Artist Kija Lucas’ selection of framed images highlight indigenous and introduced botanical specimens, as well as tools and supplies for plant propagation (such as a seed collection envelope with a handwritten note affixed to it).
Upon entering Fort Mason Center for Arts & Culture, you may have noticed a small tile-roofed building just behind the main gate. A mere 100 square feet in size, the historic military guardhouse is a diminutive reminder of the fort’s original purpose as a site of surveillance and defense. The structure’s relationship to aggression and protection makes it an ideal venue for a photographic installation by artist Kija Lucas that debuts a new body of work reflecting on the techniques that shape our relationship to plants and our understanding of nature over time. The show, on view through March 12, is also the first iteration of For-Site Foundation’s The Guardhouse Program, which will commission three artists a year to create work for the space in alignment with the nonprofit’s mission to support art about place.

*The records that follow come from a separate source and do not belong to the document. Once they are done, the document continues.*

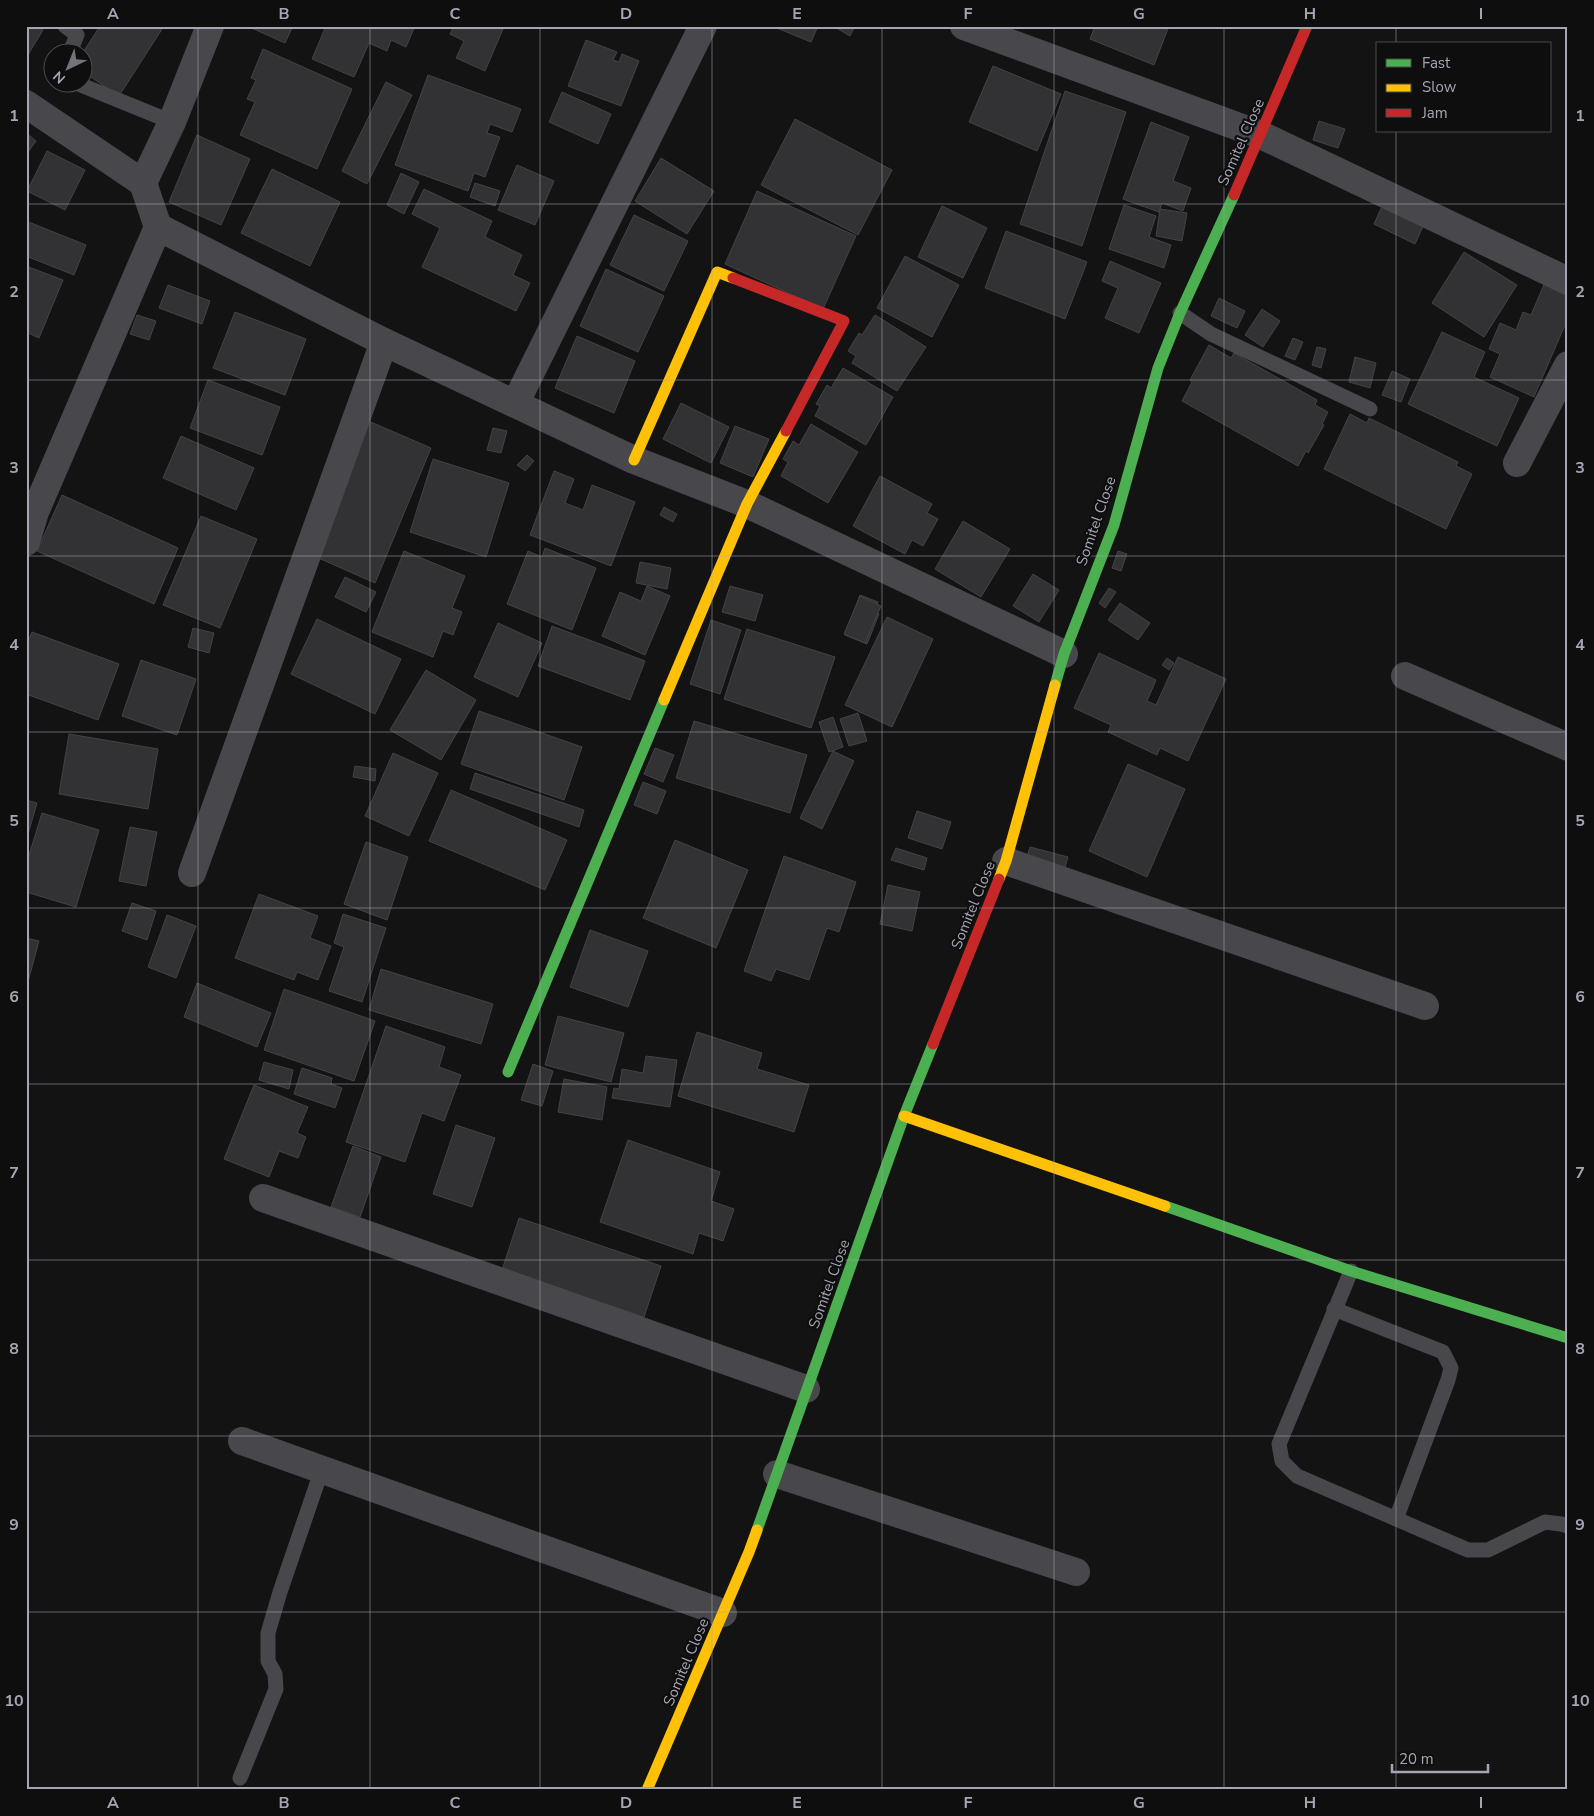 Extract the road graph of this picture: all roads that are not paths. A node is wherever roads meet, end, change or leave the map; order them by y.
1 (65, 26) edge
2 (210, 26) edge
3 (703, 26) edge
4 (964, 26) edge
5 (1307, 26) edge
6 (74, 42) edge
7 (92, 90) edge
8 (26, 104) edge
9 (172, 122) junction
10 (1260, 136) junction
11 (143, 183) junction
12 (158, 227) junction
13 (1568, 281) edge
14 (1180, 313) junction
15 (384, 342) junction
16 (1568, 365) edge
17 (516, 402) junction
18 (1370, 408) dead end
19 (634, 460) junction
20 (1517, 463) dead end
21 (746, 504) junction
22 (31, 510) edge
23 (26, 542) edge
24 (1064, 654) junction
25 (1405, 676) dead end
26 (1568, 747) edge
27 (1006, 861) junction
28 (192, 873) dead end
29 (1425, 1006) dead end
30 (508, 1072) dead end
31 (904, 1116) junction
32 (263, 1198) dead end
33 (1352, 1271) junction
34 (1334, 1309) junction
35 (1568, 1338) edge
36 (806, 1390) junction
37 (242, 1441) dead end
38 (322, 1469) junction
39 (777, 1474) junction
40 (1396, 1519) junction
41 (1568, 1526) edge
42 (1076, 1572) dead end
43 (723, 1613) junction
44 (240, 1778) dead end
45 (647, 1790) edge

1 - 6 lane
2 - 9 street
3 - 17 street
4 - 10 street
5 - 10 street, Somitel Close
7 - 9 lane
8 - 11 street
9 - 11 street
10 - 13 street
10 - 14 street, Somitel Close
11 - 12 street
12 - 15 street
12 - 22 street
14 - 18 lane
14 - 24 street, Somitel Close
15 - 17 street
15 - 28 street
16 - 20 street
17 - 19 street
19 - 21 street
19 - 21 street
21 - 24 street
21 - 30 street
22 - 23 street
24 - 27 street, Somitel Close
25 - 26 street
27 - 29 street
27 - 31 street, Somitel Close
31 - 33 street
31 - 36 street, Somitel Close
32 - 36 street
33 - 34 lane
33 - 35 street
34 - 40 lane
34 - 40 lane
36 - 39 street, Somitel Close
37 - 38 street
38 - 43 street
38 - 44 lane
39 - 42 street
39 - 43 street, Somitel Close
40 - 41 lane
43 - 45 street, Somitel Close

While occasional programming has activated the guardhouse — including interventions by artists Sofia Ramos (2018) and Matt Goldberg (2019) — this recently established program, maintained in partnership with FMCAC, is ongoing. Artists can apply through an open call, and those selected receive a fee and funds to cover production-related expenses. In addition to greater visibility and resources for art and artists, The Guardhouse Program will provide more visibility for For-Site, the 20-year-old organization that presents large-scale thematic exhibitions roughly every 18 months — a goal that founding executive director and chief curator Cheryl Haines notes emerged in its 2022 strategic plan.
For-Site curator Lisa Ellsworth, having followed Lucas’ work for almost a decade, engaged the artist. “I’ve always admired how Kija’s work supports looking at difficult subject matter even when it is deeply complicated and personal,” says Ellsworth. “It seemed like a natural fit for thinking through the natural and cultural significance of the guardhouse.” A Bay Area native and daughter of a gardener, Lucas is keenly aware of her natural surroundings. The proverbial seed for this work emerged when, while walking in the Presidio, she noticed a patch of grass that had been marked as an endangered species and realized that “it appears wild, but it’s actually very planned and managed,” Lucas recalls. “And it made me wonder what other threatened organisms might be going unnoticed.”

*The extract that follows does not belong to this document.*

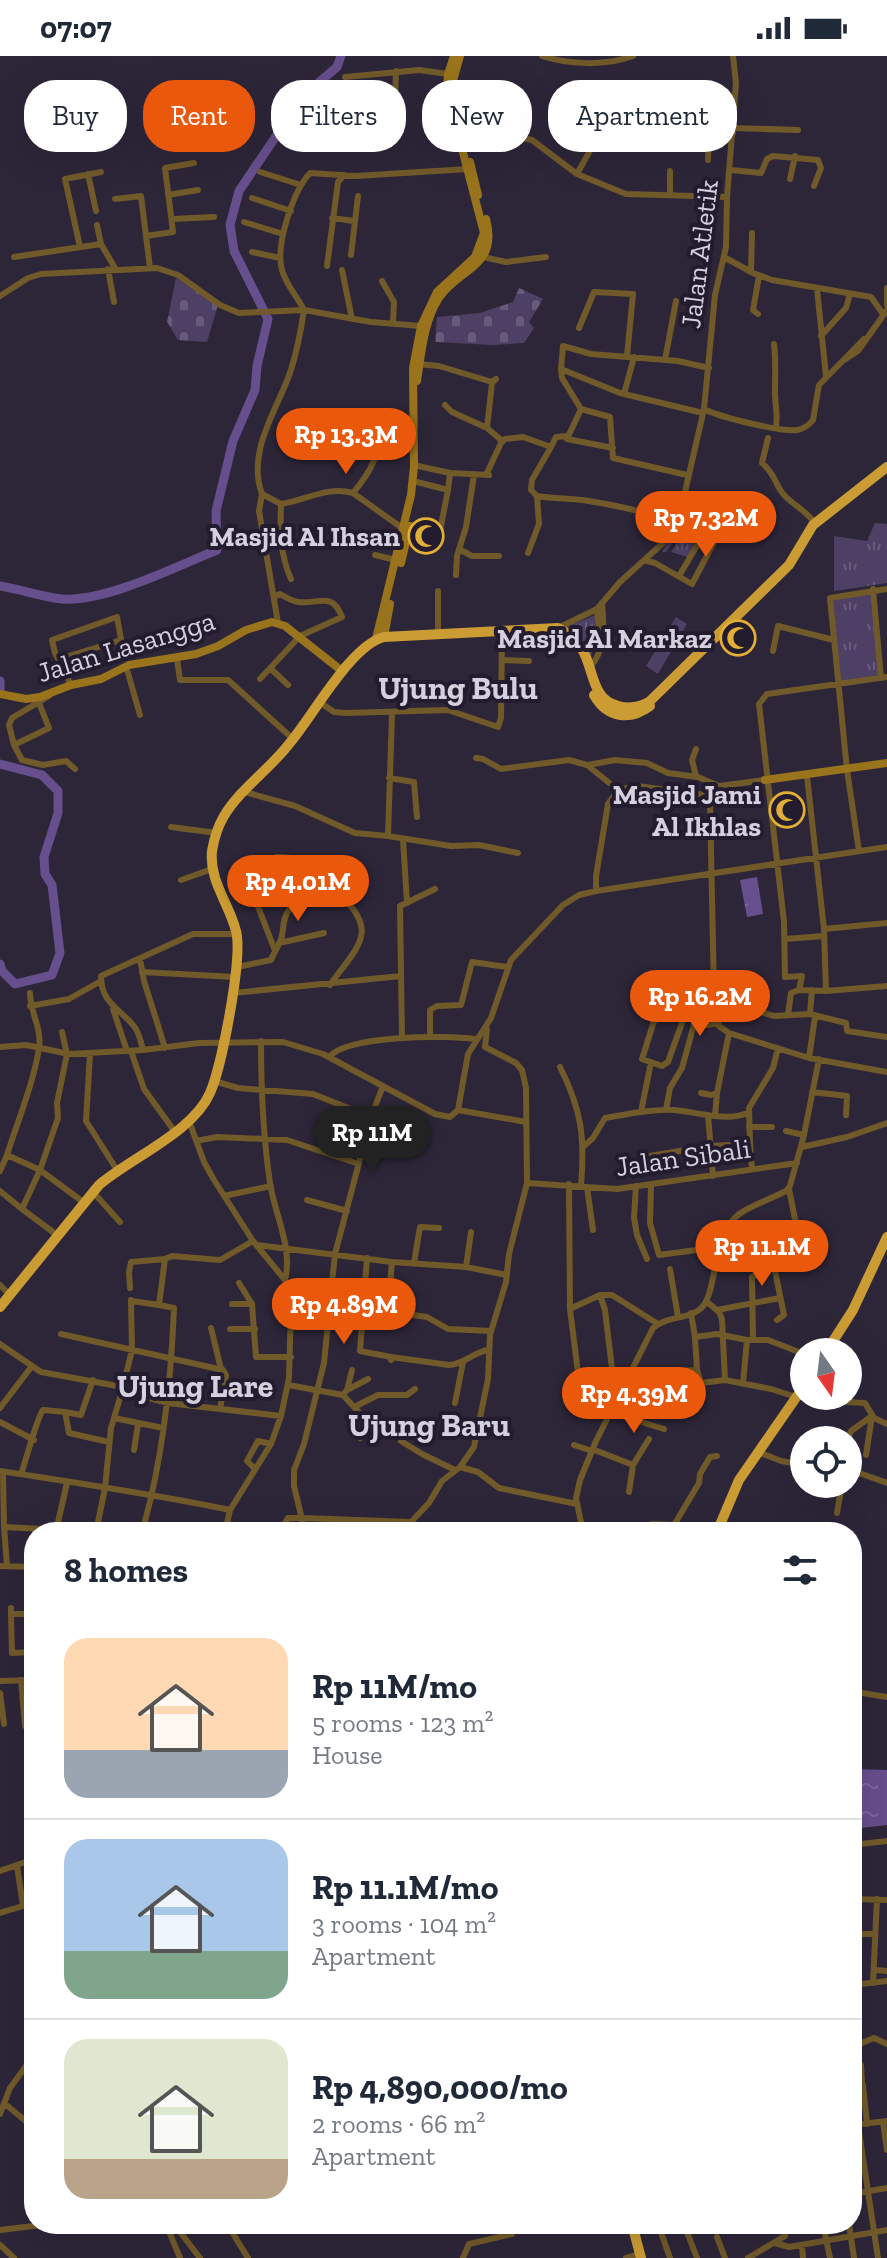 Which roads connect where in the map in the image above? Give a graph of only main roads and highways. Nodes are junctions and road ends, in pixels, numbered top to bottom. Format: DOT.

With Ellsworth’s support and For-Site’s connections, Lucas worked with the Presidio Nursery, which cultivates the indigenous plants used in restoration efforts across the Presidio and other park sites. Staff granted Lucas access to photograph indigenous plants as well as the tools utilized to conserve and cultivate them. Through the project, she came to understand the complexity of her relationship to the ecosystem, as the plants she considered reminders of “home” — such as blue gum eucalyptus, fennel and ice plant — are all invasive species that, due to their introductions by human settlers, have endangered the indigenous species that the Presidio Nursery now aims to save.
Thus for the installation, which is viewed through the windows, Lucas hung framed images of Franciscan manzanita (which is both indigenous and endangered), seed packets and clippers from the nursery on walls she covered in wallpaper. For the first use of wallpaper in her practice, she designed a floral composition that employs her own photographs of familiar invasive species, made with her signature flatbed-scanning technique. This process highlights the delicacy in each specimen while the background is reduced to blackness, allowing for meaning to be created in the images’ relationships to each other. Held within the guardhouse — once a line of defense that now welcomes visitors — Lucas’ work gives shape to the layered complexity of human agency as it exerts its power through time and space.